*** Block opens ***

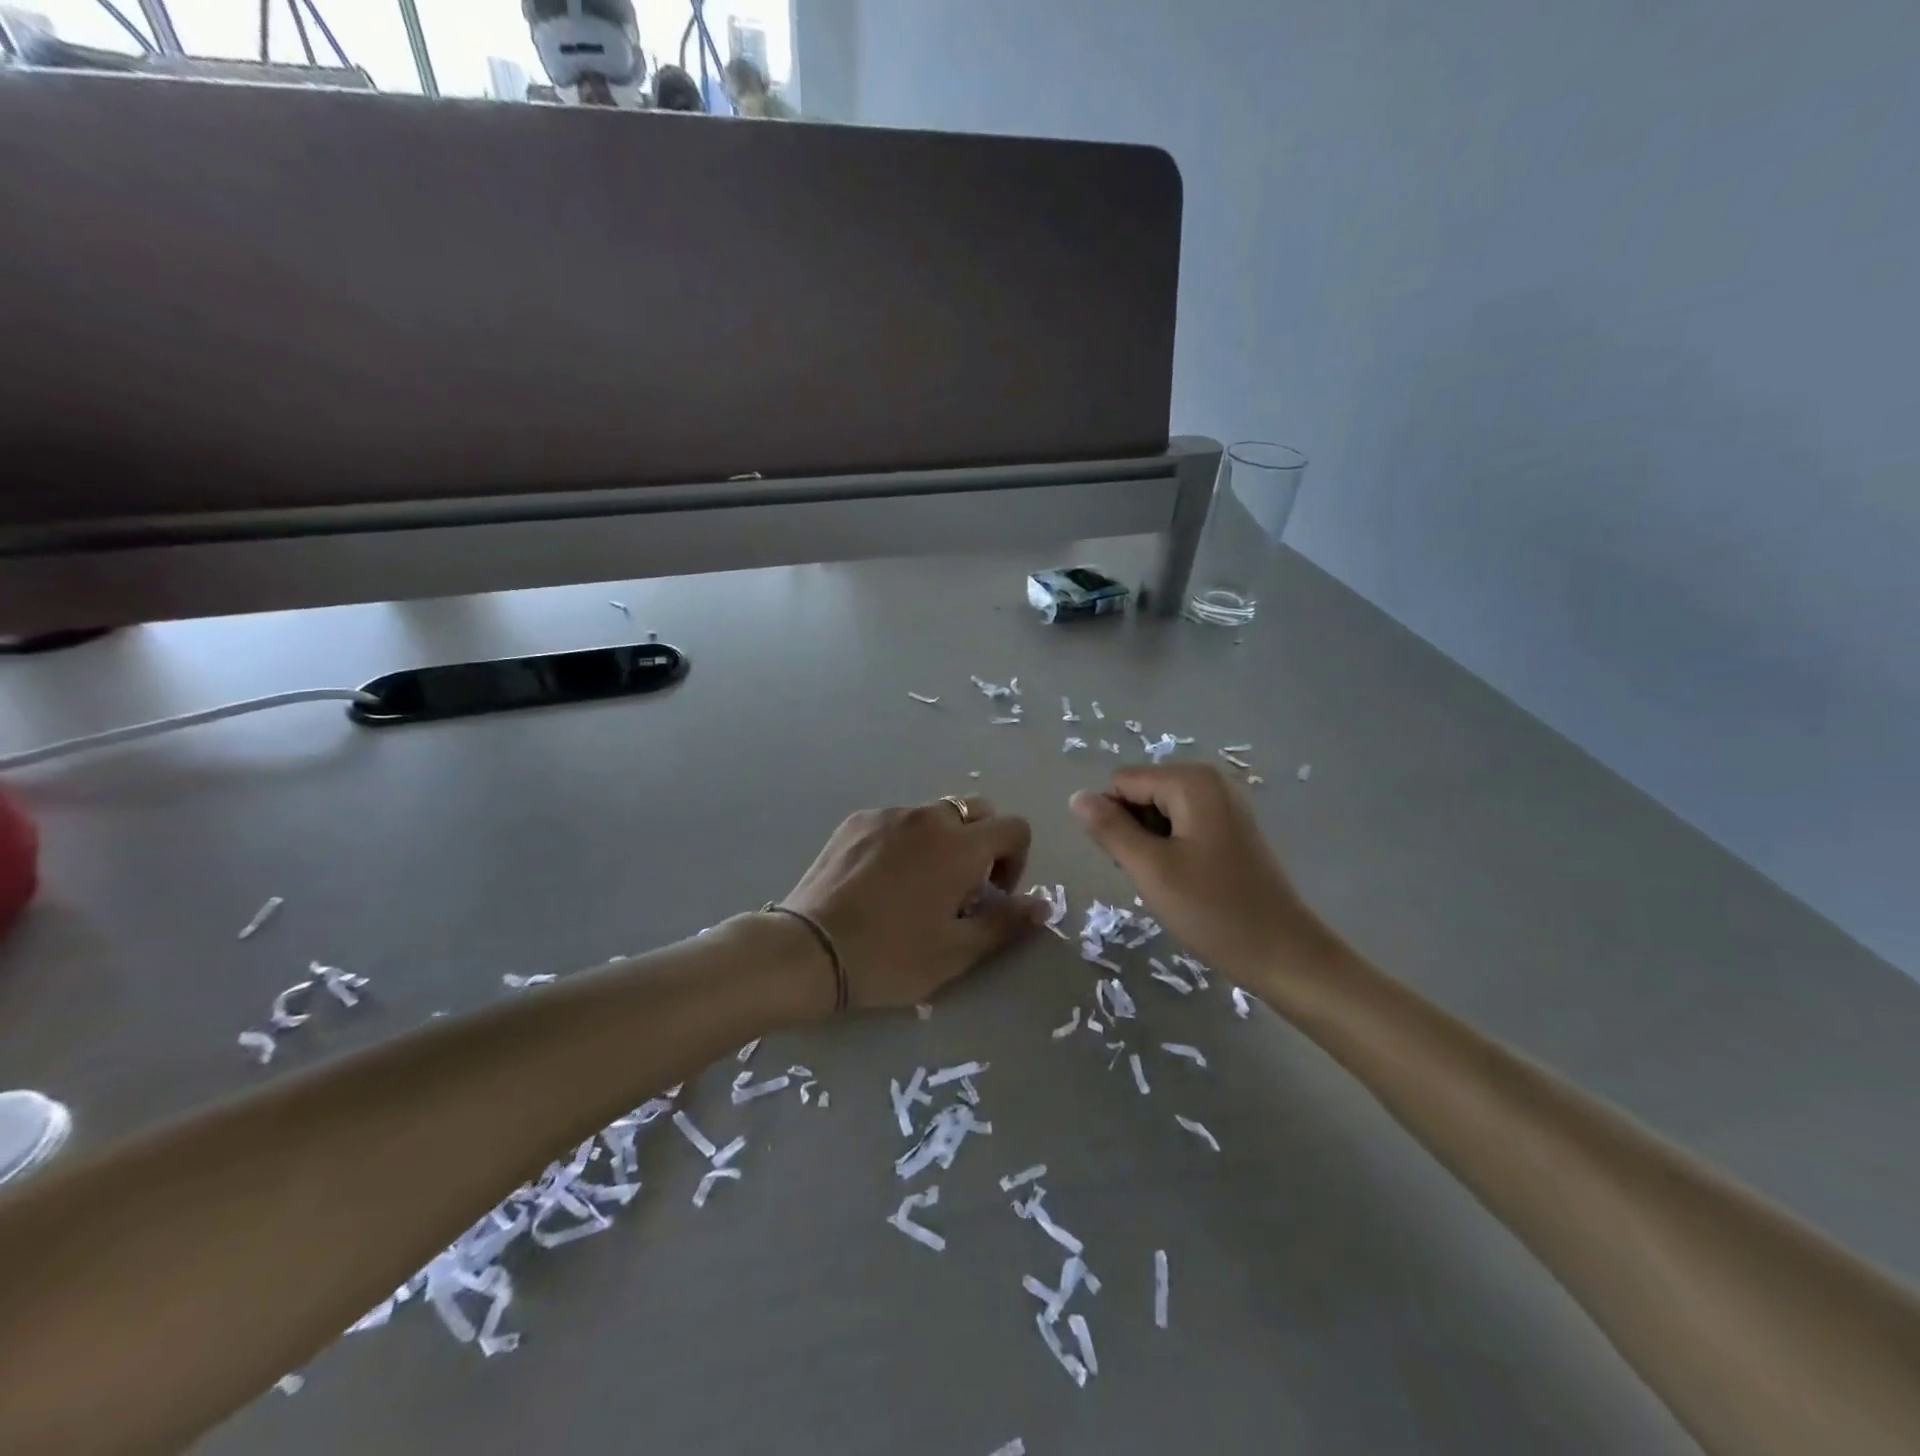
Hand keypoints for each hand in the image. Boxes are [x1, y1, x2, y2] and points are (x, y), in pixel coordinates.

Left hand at [781, 796, 1046, 1010]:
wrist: (810, 950)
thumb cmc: (891, 956)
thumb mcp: (957, 952)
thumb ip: (1006, 923)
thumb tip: (1043, 905)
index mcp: (960, 846)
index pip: (1014, 827)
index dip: (1016, 860)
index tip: (993, 895)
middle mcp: (928, 817)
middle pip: (976, 811)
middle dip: (982, 843)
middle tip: (963, 886)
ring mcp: (888, 815)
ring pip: (934, 815)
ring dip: (943, 841)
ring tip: (919, 884)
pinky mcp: (856, 821)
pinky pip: (897, 820)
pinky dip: (906, 840)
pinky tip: (882, 879)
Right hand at [1070, 765, 1336, 985]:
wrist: (1285, 954)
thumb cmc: (1214, 911)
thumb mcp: (1150, 869)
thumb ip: (1109, 829)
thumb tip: (1076, 797)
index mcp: (1191, 782)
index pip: (1121, 783)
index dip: (1114, 822)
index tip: (1134, 863)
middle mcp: (1211, 781)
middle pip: (1141, 793)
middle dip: (1134, 831)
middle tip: (1153, 875)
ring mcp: (1226, 804)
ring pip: (1159, 812)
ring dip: (1152, 844)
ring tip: (1170, 881)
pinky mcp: (1233, 828)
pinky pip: (1183, 825)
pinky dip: (1173, 850)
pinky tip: (1186, 881)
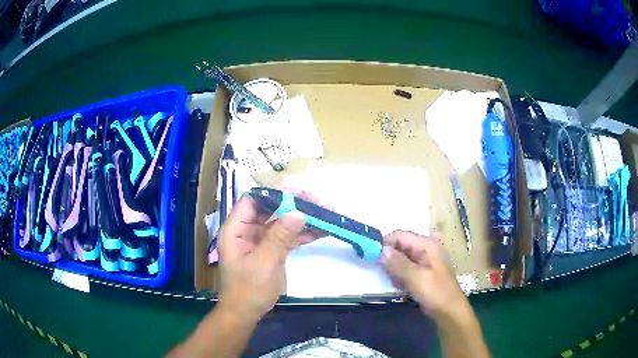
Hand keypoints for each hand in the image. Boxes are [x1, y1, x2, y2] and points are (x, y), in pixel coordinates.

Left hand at [216, 191, 324, 323]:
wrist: (247, 313)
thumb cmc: (248, 289)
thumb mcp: (264, 262)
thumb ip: (279, 237)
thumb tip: (298, 212)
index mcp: (236, 229)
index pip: (252, 200)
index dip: (273, 193)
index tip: (297, 191)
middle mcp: (248, 230)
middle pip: (271, 209)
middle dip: (294, 204)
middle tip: (317, 200)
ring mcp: (261, 240)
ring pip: (282, 222)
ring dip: (303, 218)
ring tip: (326, 211)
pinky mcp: (272, 250)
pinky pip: (288, 237)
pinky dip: (304, 234)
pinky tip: (322, 230)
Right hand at [380, 231, 471, 323]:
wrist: (449, 311)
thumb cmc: (435, 292)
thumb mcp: (416, 277)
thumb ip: (398, 263)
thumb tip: (381, 250)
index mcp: (426, 244)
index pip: (400, 235)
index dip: (385, 243)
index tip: (372, 256)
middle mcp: (425, 249)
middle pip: (400, 246)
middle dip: (389, 258)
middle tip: (384, 273)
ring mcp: (423, 261)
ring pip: (400, 259)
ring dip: (394, 269)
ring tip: (396, 282)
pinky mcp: (421, 272)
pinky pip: (405, 269)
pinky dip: (399, 276)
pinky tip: (401, 287)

*** Block closes ***

:: Exercise prompt ::
Apart from the pictures, repeat every entry exactly.

:: Response area ::
Hand keypoints for each hand in the image. Boxes are [x1, y1, x2, y2] and points are (x, y), in pixel coordinates.

Left hand at [781, 796, 1046, 1010]:
wrist: (810, 950)
thumb cmc: (891, 956)
thumb mcp: (957, 952)
thumb ip: (1006, 923)
thumb tip: (1043, 905)
index mcp: (960, 846)
index pip: (1014, 827)
index dip: (1016, 860)
index tip: (993, 895)
middle mcp: (928, 817)
middle pip: (976, 811)
middle dip: (982, 843)
middle tip: (963, 886)
ring mcp: (888, 815)
ring pip: (934, 815)
ring dip: (943, 841)
ring tip: (919, 884)
pinky mcp: (856, 821)
pinky pip: (897, 820)
pinky dip: (906, 840)
pinky tip: (882, 879)
Right hand at [1070, 765, 1336, 985]:
wrist: (1285, 954)
thumb cmc: (1214, 911)
thumb mcp: (1150, 869)
thumb ip: (1109, 829)
thumb tip: (1076, 797)
index mcp: (1191, 782)
index pip: (1121, 783)
index dip: (1114, 822)
index tip: (1134, 863)
middle mcp: (1211, 781)
middle pip: (1141, 793)
middle dip: (1134, 831)
middle tip: (1153, 875)
ring mcp: (1226, 804)
ring pip: (1159, 812)
ring dip: (1152, 844)
ring tip: (1170, 881)
pinky mcp: (1233, 828)
pinky pip: (1183, 825)
pinky dip: (1173, 850)
pinky tip: (1186, 881)
Hand keypoints for each hand in the image. Boxes are [x1, y1, x2, y2] and points are (x, y), in pixel coordinates.

Left hand at [216, 191, 324, 323]:
wrist: (247, 313)
thumb cmc: (248, 289)
thumb mcp: (264, 262)
thumb ip: (279, 237)
thumb tip: (298, 212)
index mcp: (236, 229)
index pip: (252, 200)
index dip: (273, 193)
index tip: (297, 191)
middle mcp: (248, 230)
middle pip: (271, 209)
middle dip: (294, 204)
middle tip: (317, 200)
ring mcp: (261, 240)
ring pip: (282, 222)
ring dip: (303, 218)
ring tip: (326, 211)
pinky mcp: (272, 250)
pinky pip: (288, 237)
pinky dip: (304, 234)
pinky tip: (322, 230)
Right hand at [380, 231, 471, 323]:
wrist: (449, 311)
thumb cmc: (435, 292)
thumb mcp: (416, 277)
thumb ip: (398, 263)
thumb tip: (381, 250)
index mcp: (426, 244)
index pip: (400, 235)
index dip: (385, 243)
index tip: (372, 256)
middle mcp: (425, 249)
middle pip: (400, 246)
middle dip: (389, 258)
middle tip: (384, 273)
ring mcp: (423, 261)
ring pip: (400, 259)
ring dip: (394, 269)
ring tip: (396, 282)
pinky mcp: (421, 272)
pinky pip: (405, 269)
pinky dip: (399, 276)
pinky tip: (401, 287)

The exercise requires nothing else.